Figures 1 to 3 show the investment model casting method as an embodiment of the present invention, and Figures 1 (a) to 3 (d) respectively show the treatment process of the surface portion of the investment model according to this embodiment. A schematic sectional view, FIG. 2 is a front view of the vanishing type according to this embodiment, and FIG.
Figures (a) to (d) are schematic diagrams sequentially showing the casting process of this example. 1.2-vanishing type, 1 a, 1 b, 2 a,
2 b - model part, 3... sprue, 3a, 3b...
- Core part of sprue 3, 4... Container, 5... Casting sand (casting sand to which no binder has been added and mixed), 6... - Vibration device, 7
- Molten metal (e.g. molten aluminum alloy) 8a, 8
b - metal castings (i.e. intake manifolds of two engines), 9a, 9b - thin layer of binder, 10... - refractory particles, A, B - joint surfaces, C - fugitive mold 1 , a bead-patterned recess formed on the surface of 2, D... joint surface A. Incomplete adhesion in B, E. - Surface scratches on the vanishing type 1°2.

Claims (1)

[Claims] The first step is to apply a coating agent to the surface of the fugitive mold and then dry it, the second step is to embed the fugitive mold in casting sand, and the second step is to inject molten metal into the inside of the fugitive mold.

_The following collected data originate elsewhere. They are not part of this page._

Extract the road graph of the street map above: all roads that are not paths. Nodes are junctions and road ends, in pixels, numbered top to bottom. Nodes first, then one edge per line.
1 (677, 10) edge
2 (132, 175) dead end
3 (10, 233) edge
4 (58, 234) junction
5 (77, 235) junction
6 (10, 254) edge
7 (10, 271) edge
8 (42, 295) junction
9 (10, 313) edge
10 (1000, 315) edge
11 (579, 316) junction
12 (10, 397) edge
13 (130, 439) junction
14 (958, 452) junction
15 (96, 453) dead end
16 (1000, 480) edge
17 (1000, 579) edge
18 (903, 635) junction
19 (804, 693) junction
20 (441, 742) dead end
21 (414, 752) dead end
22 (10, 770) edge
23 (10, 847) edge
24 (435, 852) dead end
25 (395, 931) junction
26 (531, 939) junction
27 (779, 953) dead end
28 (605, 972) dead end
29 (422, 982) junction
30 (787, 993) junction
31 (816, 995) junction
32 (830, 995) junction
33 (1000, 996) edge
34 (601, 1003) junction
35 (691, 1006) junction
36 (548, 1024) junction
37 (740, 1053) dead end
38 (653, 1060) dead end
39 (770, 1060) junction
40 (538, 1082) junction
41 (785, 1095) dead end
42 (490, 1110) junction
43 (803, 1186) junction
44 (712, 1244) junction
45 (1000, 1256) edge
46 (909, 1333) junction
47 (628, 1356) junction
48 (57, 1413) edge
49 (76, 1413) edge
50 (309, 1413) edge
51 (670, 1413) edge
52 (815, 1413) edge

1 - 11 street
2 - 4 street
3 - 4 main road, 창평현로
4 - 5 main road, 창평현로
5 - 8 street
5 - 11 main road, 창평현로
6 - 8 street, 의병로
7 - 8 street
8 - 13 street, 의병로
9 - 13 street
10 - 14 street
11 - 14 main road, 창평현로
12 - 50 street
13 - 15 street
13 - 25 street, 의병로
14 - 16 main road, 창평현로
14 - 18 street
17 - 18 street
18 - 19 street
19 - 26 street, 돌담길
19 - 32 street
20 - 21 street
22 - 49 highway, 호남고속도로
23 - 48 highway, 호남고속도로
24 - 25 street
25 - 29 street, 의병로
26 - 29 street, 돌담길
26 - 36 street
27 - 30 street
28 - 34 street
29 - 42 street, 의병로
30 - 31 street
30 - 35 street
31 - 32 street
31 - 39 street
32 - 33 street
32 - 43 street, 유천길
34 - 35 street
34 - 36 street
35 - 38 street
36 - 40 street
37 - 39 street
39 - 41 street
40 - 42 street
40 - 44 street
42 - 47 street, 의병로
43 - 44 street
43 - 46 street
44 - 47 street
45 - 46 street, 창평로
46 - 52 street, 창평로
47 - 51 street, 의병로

In the fugitive model casting method, the first step includes a binder undercoating step of applying a solution containing a binder as a main component to the surface of the fugitive mold, and The process consists of a refractory fine particle adhesion step in which fine refractory particles are attached to the surface of the fugitive mold, and a binder overcoating step in which a solution containing a binder as the main component is applied again to the surface of the fugitive mold. Disappearance model casting method.